┌──

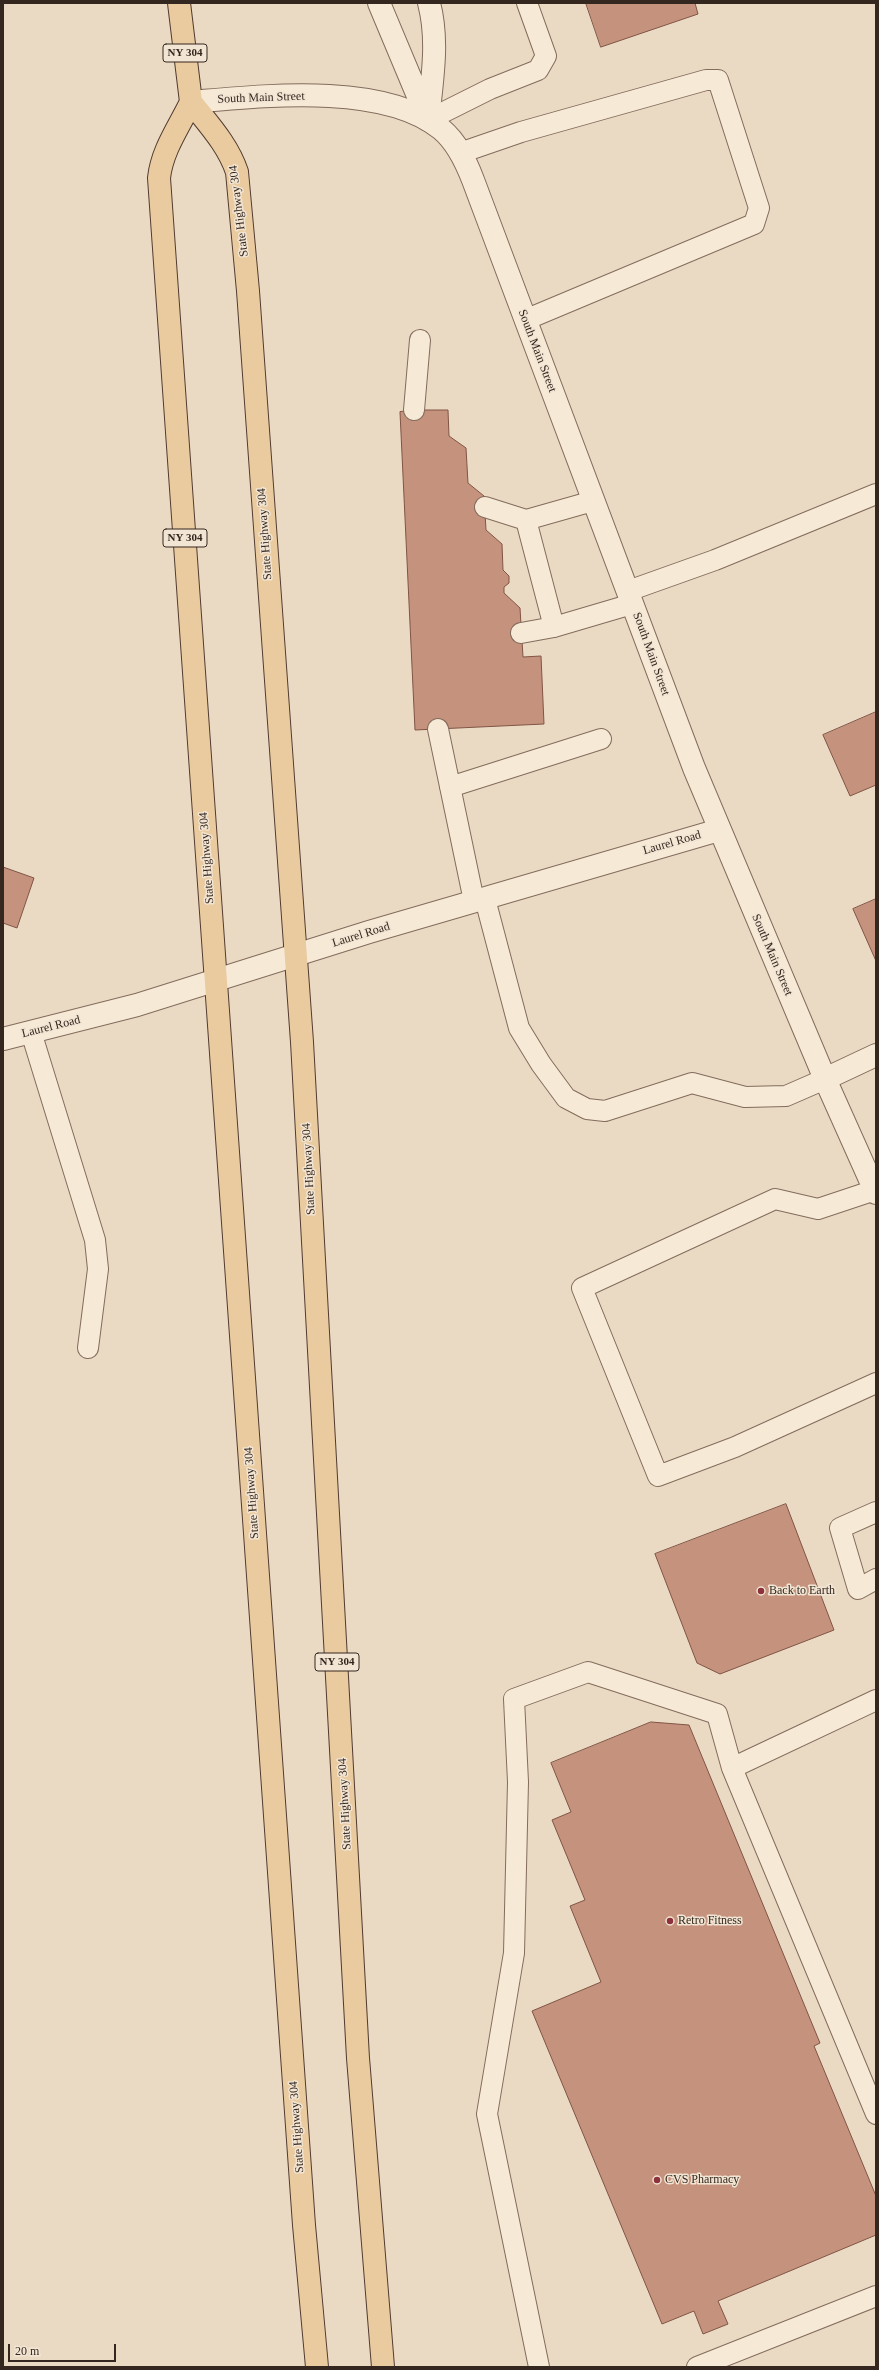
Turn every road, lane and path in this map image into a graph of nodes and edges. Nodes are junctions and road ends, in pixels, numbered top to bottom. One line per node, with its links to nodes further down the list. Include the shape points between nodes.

└──
┌──

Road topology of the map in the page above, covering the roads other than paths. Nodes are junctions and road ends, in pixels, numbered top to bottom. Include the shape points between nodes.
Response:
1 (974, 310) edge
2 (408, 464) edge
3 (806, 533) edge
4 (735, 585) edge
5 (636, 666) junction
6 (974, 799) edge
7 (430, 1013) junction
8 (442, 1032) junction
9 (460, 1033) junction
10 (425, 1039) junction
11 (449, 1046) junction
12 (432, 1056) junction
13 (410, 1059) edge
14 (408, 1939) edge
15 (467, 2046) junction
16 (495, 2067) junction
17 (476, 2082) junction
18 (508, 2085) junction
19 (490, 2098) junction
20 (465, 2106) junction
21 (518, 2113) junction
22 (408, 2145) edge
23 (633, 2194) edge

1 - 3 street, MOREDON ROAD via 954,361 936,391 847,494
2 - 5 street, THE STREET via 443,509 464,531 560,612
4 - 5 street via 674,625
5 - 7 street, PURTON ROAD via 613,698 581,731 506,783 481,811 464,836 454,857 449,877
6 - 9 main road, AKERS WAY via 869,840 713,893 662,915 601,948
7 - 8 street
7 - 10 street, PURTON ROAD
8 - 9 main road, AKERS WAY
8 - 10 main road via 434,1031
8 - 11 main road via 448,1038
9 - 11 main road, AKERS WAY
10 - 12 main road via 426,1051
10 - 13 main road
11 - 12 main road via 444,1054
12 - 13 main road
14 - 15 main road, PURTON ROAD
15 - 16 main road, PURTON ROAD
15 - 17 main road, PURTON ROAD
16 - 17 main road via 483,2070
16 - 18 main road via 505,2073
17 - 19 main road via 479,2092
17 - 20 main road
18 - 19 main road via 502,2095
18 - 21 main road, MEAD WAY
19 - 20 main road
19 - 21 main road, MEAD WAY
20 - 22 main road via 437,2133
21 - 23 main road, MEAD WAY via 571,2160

└──

Looking at the listing above, which lines hold "shape"? Copy every such line.

▶ Reply to the exercise:
Turn every road, lane and path in this map image into a graph of nodes and edges. Nodes are junctions and road ends, in pixels, numbered top to bottom. One line per node, with its links to nodes further down the list. Include the shape points between nodes.
Road topology of the map in the page above, covering the roads other than paths. Nodes are junctions and road ends, in pixels, numbered top to bottom. Include the shape points between nodes.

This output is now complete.